W poprzednim rozważaniu powiedzieliśmy za Katechizmem,
że „naturalnym światłem rozumu ludzkiego można z rzeczy stworzonych w sposób pewny
poznać Boga” (KKK 36). Ta możliwość nie zawsze jednak zostaje zrealizowana. Papież
Pius XII stwierdza, że człowiek napotyka na wiele trudności w poznaniu Boga, wynikających
m.in. „ze złych skłonności spowodowanych przez grzech pierworodny” (KKK 37).
Ale
nie tylko z tego powodu człowiek potrzebuje, aby Bóg sam mu się objawił. Naturalne
poznanie Absolutu, nawet jeśli możliwe, jest ograniczone, i nie wynika z niego, czy
i jaki plan ma Bóg wobec człowieka. Trzy podstawowe prawdy naszej wiary: Trójca Święta,
Wcielenie i dar Łaski, nie mogą być wydedukowane ze stworzenia. Tylko Bóg mógł nam
je objawić.
Wiara chrześcijańska nie jest religią zrodzoną z ludzkich wysiłków
poznania Boga.
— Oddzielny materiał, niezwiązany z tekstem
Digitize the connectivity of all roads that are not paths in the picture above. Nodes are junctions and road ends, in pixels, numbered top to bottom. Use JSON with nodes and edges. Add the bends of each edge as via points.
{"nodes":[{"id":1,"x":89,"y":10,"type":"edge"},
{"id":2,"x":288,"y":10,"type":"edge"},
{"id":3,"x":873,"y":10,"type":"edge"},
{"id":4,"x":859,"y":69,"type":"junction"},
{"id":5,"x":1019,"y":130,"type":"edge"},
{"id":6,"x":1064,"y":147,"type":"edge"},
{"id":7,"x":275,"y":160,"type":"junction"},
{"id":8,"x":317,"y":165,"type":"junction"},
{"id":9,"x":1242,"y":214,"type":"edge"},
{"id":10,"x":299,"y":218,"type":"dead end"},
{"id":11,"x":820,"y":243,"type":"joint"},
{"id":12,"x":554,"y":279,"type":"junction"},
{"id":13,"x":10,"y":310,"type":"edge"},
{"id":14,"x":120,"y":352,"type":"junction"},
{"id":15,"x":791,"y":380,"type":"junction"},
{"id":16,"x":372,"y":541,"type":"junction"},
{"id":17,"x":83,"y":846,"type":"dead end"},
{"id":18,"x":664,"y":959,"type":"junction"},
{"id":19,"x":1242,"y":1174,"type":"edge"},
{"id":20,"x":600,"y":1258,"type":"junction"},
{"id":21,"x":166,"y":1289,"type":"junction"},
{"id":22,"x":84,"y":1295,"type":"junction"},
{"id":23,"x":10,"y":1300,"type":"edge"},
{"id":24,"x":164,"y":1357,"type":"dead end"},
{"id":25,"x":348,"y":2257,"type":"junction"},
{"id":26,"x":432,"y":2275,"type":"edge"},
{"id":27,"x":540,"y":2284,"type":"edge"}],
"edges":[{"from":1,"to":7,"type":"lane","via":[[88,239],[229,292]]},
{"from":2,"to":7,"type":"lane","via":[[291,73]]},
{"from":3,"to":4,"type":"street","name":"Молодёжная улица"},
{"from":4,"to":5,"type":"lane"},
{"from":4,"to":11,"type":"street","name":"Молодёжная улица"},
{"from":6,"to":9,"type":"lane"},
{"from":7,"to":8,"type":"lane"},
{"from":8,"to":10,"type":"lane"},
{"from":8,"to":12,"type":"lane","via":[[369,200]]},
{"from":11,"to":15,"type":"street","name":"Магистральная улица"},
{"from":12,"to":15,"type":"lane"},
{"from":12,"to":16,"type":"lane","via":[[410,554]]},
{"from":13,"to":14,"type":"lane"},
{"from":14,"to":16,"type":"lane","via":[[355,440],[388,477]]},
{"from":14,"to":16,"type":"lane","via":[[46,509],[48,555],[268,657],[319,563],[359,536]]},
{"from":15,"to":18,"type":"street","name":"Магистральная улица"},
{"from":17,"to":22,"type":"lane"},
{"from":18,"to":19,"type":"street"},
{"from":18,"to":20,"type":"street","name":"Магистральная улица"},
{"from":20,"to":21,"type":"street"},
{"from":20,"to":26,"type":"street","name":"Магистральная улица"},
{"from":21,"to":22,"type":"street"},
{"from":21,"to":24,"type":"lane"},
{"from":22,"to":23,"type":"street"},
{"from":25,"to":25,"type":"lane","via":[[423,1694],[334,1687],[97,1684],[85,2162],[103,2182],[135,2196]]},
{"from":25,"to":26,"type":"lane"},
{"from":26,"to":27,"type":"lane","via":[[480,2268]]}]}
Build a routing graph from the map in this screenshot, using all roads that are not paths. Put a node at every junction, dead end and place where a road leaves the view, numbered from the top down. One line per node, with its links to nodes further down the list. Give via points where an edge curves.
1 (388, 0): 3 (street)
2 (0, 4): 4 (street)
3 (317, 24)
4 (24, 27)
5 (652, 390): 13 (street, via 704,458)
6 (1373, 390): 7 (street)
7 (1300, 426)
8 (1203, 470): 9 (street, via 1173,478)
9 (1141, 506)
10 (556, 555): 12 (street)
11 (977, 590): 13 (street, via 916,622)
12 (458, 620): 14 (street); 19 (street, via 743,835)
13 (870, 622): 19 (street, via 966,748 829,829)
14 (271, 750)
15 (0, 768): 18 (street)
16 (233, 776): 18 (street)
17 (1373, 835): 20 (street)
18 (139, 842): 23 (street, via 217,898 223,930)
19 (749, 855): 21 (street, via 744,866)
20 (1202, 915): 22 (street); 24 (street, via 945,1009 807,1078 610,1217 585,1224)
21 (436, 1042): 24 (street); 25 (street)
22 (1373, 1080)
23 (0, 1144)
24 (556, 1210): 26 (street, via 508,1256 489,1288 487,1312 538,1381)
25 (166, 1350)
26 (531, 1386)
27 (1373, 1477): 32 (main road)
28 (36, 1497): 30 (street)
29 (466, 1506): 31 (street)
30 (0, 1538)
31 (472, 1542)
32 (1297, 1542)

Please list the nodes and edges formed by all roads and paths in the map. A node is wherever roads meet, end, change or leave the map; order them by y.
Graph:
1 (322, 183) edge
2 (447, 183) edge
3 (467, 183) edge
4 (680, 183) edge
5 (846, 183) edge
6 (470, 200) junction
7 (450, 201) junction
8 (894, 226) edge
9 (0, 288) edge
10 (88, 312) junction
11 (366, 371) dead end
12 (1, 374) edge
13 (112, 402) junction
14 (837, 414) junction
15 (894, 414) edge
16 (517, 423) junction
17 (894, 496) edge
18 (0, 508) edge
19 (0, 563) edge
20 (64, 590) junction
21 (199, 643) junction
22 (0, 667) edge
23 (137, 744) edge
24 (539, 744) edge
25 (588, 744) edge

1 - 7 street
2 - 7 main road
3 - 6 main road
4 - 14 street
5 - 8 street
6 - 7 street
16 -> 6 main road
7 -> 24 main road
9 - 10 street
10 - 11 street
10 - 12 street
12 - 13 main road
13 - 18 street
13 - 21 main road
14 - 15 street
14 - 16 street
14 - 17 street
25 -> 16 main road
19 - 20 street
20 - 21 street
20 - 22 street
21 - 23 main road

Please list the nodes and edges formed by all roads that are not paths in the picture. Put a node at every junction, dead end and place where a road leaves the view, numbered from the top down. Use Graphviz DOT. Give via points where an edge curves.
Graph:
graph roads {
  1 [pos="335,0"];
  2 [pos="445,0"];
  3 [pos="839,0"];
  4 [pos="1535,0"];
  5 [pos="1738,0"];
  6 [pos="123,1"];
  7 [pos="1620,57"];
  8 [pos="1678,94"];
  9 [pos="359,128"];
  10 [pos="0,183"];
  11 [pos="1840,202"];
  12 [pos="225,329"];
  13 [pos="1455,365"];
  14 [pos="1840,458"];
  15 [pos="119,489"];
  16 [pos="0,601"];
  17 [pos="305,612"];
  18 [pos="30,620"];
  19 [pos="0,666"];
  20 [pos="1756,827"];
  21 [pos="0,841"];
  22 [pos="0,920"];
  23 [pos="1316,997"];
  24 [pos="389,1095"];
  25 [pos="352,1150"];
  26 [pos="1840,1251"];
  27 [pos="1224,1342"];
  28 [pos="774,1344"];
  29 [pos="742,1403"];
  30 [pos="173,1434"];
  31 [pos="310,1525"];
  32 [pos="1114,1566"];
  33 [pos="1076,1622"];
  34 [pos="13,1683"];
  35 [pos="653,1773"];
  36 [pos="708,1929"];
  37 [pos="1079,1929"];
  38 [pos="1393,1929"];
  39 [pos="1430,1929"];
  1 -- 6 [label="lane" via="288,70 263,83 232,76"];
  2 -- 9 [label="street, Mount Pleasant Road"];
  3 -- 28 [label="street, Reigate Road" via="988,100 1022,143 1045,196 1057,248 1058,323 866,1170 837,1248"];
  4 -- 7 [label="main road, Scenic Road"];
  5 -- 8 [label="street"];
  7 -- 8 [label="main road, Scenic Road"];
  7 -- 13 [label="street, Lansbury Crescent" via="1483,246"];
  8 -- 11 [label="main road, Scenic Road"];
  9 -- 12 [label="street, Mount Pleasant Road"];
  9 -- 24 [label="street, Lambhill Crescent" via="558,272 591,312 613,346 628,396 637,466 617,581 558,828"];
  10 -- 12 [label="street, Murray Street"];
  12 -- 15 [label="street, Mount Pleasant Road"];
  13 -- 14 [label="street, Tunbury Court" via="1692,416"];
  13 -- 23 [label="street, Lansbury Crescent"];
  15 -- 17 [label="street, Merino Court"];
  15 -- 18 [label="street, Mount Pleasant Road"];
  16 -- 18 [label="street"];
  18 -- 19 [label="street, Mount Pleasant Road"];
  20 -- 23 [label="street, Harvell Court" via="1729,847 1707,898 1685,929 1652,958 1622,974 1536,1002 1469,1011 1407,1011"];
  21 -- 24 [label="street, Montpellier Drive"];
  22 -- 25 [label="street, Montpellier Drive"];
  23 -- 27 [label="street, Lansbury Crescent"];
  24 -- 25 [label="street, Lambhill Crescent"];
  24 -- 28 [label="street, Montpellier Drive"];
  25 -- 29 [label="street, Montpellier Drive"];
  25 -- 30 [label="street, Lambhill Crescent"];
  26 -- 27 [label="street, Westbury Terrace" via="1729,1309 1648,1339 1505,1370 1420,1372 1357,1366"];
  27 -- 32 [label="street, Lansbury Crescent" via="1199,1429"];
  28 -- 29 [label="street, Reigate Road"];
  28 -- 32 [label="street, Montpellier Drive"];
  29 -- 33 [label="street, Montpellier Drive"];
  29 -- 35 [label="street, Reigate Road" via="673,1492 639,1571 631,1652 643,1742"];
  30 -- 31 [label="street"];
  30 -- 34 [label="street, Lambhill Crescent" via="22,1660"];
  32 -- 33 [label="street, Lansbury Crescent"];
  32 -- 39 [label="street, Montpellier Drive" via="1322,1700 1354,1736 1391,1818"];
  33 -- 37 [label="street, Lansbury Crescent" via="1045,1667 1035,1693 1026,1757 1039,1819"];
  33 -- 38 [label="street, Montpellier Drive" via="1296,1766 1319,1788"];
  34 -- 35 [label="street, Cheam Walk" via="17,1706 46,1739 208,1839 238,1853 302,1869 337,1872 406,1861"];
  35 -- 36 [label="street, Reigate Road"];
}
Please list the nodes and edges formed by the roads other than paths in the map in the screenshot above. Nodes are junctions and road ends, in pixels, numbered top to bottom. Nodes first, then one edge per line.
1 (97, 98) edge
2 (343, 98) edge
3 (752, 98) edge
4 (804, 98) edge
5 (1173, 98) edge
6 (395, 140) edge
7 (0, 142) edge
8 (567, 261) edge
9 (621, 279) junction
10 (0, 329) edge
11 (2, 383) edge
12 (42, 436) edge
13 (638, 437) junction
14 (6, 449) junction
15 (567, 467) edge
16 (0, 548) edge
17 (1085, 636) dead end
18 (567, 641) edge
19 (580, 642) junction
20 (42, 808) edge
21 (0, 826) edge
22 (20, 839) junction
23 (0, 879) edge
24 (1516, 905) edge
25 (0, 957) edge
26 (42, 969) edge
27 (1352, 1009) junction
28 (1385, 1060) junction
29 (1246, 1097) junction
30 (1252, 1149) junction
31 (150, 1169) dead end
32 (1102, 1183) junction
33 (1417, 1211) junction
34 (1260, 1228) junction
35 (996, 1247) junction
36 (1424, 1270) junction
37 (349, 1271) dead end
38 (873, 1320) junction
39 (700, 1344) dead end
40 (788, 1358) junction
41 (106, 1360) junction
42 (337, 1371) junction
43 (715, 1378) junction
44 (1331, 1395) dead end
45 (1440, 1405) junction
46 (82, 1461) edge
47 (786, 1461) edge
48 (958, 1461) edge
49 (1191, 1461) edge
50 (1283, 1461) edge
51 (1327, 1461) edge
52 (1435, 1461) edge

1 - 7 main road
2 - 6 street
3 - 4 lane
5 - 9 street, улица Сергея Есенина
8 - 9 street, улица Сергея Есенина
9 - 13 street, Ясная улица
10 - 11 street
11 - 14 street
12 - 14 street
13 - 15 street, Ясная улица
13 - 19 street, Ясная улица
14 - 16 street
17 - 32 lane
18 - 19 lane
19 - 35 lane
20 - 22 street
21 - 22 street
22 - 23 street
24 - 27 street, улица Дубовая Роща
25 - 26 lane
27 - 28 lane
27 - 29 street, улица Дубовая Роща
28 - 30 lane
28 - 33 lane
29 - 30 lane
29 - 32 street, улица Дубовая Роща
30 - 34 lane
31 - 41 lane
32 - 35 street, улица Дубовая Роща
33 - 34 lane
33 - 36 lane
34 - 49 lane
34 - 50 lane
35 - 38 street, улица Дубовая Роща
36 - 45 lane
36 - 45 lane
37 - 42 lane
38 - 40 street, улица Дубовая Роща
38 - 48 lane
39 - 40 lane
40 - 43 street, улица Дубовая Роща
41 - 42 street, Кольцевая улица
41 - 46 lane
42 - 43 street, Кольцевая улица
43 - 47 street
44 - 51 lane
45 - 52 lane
Jest natomiast odpowiedzią Bogu, który w swej wolności objawił się
człowiekowi w Jezusie. Katechizm poucza nas, że Objawienie nie jest jedynie zbiorem
prawd sformułowanych i nam przekazanych, ale przede wszystkim polega na spotkaniu
z Osobą Jezusa Chrystusa.
Bóg objawia siebie takim, jakim jest On sam w sobie
od zawsze, to znaczy jako wspólnotę Ojca, Syna i Ducha Świętego. Co więcej, uzdolnia
nas, abyśmy mogli żyć we wspólnocie miłości z Nim, w Trójcy Jedynym. Bóg nie daje
nam poznać jedynie jakichś rzeczy, ale – jak czytamy w 52 numerze Katechizmu –„pragnie
udzielać swojego Boskiego życia ludziom, […] by uczynić ich przybranymi synami” (KKK
52). Dlatego wiara nie polega na stwierdzeniu, że Bóg istnieje, ale na ufności, że
Boża miłość czyni nas uczestnikami Jego wiecznej miłości. Ojcowie Kościoła nie bali
się mówić: Bóg stał się człowiekiem, aby człowiek stał się Bogiem. Oczywiście nie
tak, jak to obiecywał szatan w raju, ale przez łaskę Boga, który chce nas przebóstwić.